Instructions for the task:
How many lines in the records below contain the word "кожа"? State that number and nothing more.

──────── Records for this exercise

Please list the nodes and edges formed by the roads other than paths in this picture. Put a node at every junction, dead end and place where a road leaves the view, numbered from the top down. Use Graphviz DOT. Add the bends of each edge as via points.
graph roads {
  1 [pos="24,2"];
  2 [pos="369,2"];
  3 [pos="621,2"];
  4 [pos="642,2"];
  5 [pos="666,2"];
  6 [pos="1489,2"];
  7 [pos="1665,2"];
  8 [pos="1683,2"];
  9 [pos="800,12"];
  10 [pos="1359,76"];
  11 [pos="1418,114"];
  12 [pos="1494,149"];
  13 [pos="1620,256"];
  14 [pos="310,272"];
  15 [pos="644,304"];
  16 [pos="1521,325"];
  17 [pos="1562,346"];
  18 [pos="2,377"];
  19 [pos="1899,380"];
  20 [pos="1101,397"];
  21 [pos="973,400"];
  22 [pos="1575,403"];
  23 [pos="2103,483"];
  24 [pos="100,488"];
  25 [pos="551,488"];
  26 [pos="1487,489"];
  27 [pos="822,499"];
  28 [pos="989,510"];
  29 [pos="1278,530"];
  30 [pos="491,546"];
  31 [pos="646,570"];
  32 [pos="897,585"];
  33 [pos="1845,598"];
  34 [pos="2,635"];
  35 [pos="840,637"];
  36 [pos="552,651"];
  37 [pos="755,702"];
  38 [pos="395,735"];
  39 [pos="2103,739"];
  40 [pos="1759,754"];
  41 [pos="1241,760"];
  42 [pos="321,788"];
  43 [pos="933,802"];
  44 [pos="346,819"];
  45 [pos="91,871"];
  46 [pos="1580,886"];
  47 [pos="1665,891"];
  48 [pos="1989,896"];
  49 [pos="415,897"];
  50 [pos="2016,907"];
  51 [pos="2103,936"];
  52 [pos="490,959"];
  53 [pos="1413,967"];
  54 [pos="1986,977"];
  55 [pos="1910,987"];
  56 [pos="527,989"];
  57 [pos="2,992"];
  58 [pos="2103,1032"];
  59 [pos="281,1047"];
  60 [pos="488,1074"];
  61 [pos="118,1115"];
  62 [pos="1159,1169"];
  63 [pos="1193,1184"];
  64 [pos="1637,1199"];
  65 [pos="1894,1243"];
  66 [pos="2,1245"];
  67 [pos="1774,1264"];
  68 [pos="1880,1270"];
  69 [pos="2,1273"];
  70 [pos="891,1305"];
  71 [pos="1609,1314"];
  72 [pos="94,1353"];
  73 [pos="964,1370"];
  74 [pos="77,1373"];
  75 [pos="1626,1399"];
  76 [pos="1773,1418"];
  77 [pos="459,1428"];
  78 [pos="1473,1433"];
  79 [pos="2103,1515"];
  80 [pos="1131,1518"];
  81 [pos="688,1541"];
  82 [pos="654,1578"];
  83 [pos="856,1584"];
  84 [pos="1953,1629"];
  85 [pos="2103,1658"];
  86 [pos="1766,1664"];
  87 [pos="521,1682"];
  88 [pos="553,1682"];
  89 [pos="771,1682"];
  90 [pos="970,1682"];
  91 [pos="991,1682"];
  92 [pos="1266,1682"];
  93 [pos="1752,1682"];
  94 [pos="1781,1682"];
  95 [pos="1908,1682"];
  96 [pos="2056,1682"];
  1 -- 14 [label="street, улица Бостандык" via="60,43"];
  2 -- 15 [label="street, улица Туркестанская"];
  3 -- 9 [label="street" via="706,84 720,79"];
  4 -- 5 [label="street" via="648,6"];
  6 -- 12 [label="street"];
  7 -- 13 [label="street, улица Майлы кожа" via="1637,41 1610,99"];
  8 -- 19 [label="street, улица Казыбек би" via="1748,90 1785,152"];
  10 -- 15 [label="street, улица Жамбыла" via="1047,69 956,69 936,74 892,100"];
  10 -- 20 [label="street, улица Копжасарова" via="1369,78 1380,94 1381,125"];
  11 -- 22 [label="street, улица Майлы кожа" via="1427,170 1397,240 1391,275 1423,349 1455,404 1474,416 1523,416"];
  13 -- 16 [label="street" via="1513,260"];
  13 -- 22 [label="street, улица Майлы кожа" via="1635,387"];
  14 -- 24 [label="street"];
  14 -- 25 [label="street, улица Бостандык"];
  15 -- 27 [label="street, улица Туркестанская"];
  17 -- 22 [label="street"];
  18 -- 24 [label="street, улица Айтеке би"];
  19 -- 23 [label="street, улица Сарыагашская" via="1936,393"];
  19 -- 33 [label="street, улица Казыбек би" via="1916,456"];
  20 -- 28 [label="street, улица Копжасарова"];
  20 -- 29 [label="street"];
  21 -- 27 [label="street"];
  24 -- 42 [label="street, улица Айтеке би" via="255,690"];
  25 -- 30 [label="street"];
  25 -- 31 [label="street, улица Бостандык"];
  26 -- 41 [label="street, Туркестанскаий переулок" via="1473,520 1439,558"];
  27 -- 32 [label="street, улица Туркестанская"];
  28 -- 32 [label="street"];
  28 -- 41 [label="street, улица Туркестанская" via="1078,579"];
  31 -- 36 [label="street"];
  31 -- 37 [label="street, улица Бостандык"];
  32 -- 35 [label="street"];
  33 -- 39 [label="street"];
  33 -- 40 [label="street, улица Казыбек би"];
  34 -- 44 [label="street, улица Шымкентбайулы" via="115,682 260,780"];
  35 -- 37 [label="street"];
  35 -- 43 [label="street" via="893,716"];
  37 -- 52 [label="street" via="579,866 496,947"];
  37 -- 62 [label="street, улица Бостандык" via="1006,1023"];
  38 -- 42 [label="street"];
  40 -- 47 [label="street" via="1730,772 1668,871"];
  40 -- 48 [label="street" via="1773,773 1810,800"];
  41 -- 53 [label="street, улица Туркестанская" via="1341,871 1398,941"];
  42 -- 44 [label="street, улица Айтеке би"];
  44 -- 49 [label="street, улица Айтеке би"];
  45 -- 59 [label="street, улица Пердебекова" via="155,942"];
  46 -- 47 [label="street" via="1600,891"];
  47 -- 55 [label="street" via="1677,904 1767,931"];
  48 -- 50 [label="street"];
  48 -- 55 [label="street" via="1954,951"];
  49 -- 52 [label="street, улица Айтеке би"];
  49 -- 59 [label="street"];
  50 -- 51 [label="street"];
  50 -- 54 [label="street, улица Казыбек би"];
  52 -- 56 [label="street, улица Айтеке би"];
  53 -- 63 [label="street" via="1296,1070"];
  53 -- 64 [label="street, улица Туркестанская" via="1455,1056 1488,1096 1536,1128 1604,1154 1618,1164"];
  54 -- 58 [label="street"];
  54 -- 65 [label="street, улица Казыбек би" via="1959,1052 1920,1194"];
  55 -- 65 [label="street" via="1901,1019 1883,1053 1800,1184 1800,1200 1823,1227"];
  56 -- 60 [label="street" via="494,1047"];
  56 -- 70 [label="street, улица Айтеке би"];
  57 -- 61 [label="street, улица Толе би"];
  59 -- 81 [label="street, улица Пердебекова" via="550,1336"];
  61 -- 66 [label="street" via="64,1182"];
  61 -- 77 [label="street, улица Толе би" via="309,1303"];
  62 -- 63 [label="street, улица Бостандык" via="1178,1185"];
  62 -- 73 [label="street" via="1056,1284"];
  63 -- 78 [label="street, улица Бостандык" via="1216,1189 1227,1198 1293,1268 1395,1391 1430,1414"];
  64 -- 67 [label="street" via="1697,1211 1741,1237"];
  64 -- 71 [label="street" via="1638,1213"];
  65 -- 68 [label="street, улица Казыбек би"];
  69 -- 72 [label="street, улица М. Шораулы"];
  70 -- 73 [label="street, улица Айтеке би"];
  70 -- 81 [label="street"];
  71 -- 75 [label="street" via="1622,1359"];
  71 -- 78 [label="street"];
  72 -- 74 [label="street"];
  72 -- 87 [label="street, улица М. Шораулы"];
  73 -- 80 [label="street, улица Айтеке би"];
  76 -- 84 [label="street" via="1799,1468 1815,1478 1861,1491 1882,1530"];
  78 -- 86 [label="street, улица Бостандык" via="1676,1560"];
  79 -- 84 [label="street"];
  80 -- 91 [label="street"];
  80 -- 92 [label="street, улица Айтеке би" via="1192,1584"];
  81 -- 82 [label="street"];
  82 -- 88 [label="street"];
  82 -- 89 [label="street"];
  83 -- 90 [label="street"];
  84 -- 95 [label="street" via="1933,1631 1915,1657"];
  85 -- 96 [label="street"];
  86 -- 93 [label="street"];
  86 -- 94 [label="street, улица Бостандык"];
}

────────────────

Exercise solution:
3